Hattori Koji, Sugiura Shinji, Kanamori Toshiyuki
Research Center of Advanced Bionics, National Institute of Advanced Industrial Science and Technology (AIST), Central 5th, 1-1-1 Higashi, Tsukuba, Ibaraki 305-8565, Japan.
Lab Chip. 2009 Jun 21;9(12):1763-72. doi: 10.1039/b816995k. Epub 2009 Mar 13.

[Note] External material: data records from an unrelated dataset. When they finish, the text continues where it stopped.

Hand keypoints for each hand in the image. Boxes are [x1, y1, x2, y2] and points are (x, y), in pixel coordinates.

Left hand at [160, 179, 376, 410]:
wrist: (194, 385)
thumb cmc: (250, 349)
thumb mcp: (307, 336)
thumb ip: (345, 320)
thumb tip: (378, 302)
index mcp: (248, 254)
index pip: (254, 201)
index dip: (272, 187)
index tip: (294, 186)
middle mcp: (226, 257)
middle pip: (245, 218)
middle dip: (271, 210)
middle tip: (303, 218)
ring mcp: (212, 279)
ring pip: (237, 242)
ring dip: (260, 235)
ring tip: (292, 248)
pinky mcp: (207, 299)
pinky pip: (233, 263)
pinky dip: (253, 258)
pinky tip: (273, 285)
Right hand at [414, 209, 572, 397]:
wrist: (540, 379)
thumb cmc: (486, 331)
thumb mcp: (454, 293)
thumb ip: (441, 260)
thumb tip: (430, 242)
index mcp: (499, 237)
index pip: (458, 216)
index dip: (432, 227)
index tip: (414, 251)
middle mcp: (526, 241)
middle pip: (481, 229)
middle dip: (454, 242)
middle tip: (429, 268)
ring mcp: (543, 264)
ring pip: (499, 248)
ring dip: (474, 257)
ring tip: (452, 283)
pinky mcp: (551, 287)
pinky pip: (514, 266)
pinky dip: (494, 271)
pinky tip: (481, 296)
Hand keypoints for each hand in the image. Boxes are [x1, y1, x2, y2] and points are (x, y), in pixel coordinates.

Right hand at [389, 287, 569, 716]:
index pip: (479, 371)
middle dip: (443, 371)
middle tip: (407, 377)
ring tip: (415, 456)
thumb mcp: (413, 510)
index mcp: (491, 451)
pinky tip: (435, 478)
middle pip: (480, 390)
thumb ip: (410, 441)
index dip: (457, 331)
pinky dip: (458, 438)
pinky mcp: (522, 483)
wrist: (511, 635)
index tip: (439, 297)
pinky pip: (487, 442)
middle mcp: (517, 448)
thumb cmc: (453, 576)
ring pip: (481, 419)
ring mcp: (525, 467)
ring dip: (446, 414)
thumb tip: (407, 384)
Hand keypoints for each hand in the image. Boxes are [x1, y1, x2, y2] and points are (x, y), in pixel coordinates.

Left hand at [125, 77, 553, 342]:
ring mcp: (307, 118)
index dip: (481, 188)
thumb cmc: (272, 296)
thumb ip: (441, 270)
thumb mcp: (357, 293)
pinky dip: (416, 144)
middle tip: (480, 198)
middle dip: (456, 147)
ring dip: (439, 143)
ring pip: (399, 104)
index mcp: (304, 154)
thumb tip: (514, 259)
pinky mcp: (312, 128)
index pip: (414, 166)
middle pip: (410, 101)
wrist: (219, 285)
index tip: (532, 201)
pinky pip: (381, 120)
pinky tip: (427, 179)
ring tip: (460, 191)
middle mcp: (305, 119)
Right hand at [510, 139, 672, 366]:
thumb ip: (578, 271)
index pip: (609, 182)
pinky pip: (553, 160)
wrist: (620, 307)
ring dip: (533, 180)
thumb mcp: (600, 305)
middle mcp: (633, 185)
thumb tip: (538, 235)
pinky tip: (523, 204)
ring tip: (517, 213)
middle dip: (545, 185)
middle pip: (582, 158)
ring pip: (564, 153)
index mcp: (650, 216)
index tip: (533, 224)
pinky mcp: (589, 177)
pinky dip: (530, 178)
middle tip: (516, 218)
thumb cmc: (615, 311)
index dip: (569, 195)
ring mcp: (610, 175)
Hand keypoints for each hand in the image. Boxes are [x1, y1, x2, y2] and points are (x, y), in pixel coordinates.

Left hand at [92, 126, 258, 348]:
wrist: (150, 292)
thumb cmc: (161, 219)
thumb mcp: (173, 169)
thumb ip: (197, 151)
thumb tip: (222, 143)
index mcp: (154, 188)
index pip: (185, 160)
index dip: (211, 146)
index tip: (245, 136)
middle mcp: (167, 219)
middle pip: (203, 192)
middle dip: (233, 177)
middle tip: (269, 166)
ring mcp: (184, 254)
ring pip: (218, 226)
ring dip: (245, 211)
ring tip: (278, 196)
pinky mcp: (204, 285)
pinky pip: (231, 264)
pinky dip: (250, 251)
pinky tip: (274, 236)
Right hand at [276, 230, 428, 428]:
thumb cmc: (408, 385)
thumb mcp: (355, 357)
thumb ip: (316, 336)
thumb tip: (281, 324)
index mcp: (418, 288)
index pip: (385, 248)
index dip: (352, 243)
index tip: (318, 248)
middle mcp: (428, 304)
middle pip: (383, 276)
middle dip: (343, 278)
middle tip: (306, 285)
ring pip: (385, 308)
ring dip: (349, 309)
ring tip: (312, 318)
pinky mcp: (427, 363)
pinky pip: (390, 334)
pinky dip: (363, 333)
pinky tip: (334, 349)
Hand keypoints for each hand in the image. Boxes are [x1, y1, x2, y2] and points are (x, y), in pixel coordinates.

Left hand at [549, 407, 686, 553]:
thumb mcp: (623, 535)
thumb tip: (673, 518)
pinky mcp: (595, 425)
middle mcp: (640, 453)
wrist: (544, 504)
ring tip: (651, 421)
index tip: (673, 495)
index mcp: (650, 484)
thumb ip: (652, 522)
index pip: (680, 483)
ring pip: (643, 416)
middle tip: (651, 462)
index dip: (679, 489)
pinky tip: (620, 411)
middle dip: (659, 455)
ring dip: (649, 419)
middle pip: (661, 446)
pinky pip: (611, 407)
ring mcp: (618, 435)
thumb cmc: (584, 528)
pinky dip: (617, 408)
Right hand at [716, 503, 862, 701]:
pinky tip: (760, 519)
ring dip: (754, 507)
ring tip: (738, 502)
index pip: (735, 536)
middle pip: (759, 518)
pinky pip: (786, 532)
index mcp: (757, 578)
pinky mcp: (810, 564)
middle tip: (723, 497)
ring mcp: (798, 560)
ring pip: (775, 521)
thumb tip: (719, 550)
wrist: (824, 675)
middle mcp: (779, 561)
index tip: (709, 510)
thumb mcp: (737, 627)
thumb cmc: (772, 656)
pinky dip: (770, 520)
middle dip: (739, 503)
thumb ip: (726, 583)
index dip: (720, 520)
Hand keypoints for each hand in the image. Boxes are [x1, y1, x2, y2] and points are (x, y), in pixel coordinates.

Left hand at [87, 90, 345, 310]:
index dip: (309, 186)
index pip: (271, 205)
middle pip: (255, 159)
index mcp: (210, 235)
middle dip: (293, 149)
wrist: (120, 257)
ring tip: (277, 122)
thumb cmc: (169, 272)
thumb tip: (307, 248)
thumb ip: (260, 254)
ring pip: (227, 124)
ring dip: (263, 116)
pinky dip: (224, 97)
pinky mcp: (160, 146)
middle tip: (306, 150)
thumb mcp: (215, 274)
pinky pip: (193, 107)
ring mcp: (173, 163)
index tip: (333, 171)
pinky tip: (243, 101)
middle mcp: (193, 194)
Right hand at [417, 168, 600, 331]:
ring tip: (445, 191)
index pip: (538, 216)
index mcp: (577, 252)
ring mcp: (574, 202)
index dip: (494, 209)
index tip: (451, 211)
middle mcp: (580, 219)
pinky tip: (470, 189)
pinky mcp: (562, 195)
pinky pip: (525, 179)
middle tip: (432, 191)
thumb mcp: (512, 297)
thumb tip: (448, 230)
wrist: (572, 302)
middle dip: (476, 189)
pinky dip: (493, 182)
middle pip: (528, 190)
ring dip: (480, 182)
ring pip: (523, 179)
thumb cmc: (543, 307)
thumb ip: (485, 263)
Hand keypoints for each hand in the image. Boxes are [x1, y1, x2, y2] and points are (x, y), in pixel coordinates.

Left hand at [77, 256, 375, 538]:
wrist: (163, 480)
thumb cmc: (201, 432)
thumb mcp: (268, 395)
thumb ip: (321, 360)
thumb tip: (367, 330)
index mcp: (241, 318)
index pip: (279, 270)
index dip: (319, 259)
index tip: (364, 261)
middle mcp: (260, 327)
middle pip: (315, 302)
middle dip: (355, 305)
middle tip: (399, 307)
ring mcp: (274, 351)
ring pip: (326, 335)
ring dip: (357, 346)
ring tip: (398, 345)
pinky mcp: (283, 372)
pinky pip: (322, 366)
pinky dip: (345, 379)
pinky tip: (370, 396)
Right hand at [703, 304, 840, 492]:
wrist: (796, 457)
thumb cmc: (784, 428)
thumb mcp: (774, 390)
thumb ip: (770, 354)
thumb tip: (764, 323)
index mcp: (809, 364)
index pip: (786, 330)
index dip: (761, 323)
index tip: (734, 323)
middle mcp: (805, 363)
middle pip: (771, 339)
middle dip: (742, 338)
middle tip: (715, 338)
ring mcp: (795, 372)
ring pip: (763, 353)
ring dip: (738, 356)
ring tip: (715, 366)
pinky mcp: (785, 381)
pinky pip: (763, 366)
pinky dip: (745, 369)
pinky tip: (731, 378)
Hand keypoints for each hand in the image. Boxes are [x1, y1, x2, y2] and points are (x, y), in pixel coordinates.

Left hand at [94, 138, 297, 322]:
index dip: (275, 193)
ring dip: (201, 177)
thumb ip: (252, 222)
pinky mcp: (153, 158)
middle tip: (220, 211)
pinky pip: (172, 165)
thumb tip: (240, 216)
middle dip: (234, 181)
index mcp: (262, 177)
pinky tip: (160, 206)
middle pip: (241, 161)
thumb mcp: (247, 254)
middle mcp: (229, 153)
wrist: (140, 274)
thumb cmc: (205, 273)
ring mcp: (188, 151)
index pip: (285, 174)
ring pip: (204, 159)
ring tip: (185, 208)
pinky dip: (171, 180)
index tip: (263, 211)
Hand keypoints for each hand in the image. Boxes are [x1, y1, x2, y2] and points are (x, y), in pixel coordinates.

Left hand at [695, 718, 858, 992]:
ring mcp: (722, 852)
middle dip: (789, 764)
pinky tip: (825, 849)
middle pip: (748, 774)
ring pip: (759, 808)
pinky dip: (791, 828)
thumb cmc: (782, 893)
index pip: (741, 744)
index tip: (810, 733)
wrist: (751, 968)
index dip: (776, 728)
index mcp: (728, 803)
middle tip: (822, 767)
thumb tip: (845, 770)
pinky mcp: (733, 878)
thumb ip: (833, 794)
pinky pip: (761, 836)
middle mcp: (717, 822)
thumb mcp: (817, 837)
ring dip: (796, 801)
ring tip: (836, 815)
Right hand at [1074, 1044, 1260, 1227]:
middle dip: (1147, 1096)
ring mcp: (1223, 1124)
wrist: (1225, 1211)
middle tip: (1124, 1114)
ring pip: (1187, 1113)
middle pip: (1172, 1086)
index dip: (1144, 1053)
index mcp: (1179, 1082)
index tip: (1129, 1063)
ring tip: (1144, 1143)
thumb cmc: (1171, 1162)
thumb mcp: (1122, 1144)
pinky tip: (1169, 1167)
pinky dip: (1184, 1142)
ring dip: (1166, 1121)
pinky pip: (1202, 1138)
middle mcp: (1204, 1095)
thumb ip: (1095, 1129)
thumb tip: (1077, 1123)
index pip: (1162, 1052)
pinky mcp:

This paper reports a serial dilution microfluidic network composed of microchannels with a high fluidic-resistance ratio for generating linear concentration profiles as well as logarithmic concentration profiles spanning 3 and 6 orders of magnitude. The microfluidic networks were composed of thin fluidic-resistance microchannels with 160 to 730 microm(2) cross-sectional areas and thick diffusion-mixing microchannels with 3,600 to 17,000 microm(2) cross-sectional areas, and were fabricated from polydimethylsiloxane by multilayer photolithography and replica molding. We proposed a design algorithm of the microfluidic network for an arbitrary monotonic concentration profile by means of a hydrodynamic calculation. Because of the high fluidic-resistance ratio of the fluidic-resistance microchannels to the diffusion-mixing microchannels, appropriate geometry and dimensions of the fluidic-resistance microchannels allowed us to obtain desired concentration profiles. The fabricated microfluidic network was compact, occupying a 8 x 18 to 21.0 x 13.5 mm(2) area on the microchip. Both the linear and the logarithmic concentration profiles were successfully generated with the error less than 15% for the linear concentration profile, 22% and 35% for the logarithmic concentration profiles of 3 and 6 orders of magnitude, respectively. The generated linear concentration profiles of the small molecule, calcein, were independent of the flow rate within the range of 0.009 to 0.23 microL/min. The concentration profiles of the large molecules, dextrans, depended on the flow rate and molecular weight. The required residence time of large molecules in the diffusion-mixing microchannel was correlated with dimensionless diffusion time, Fick number, and was discussed based on the scaling law. These compact, stable serial dilution microfluidic networks are expected to be applied to various integrated on-chip analyses.
本文报道了一种由具有高流体阻力比的微通道组成的系列稀释微流控网络,用于生成线性浓度分布以及跨越3个和6个数量级的对数浓度分布。该微流控网络由横截面面积为160至730微米²的薄流体阻力微通道和横截面面积为3600至17000微米²的厚扩散混合微通道组成,并通过多层光刻和复制模塑由聚二甲基硅氧烷制成。我们通过流体动力学计算提出了一种用于任意单调浓度分布的微流控网络设计算法。由于流体阻力微通道与扩散混合微通道的高流体阻力比,流体阻力微通道的适当几何形状和尺寸使我们能够获得所需的浓度分布。所制造的微流控网络结构紧凑,在微芯片上占据8×18至21.0×13.5毫米²的面积。成功生成了线性和对数浓度分布,线性浓度分布的误差小于15%,3个数量级和6个数量级对数浓度分布的误差分别为22%和35%。所生成的小分子钙黄绿素的线性浓度分布在0.009至0.23微升/分钟的流速范围内与流速无关。大分子葡聚糖的浓度分布取决于流速和分子量。大分子在扩散混合微通道中所需的停留时间与无量纲扩散时间、菲克数相关,并基于标度定律进行了讨论。这些紧凑、稳定的系列稀释微流控网络有望应用于各种集成芯片分析。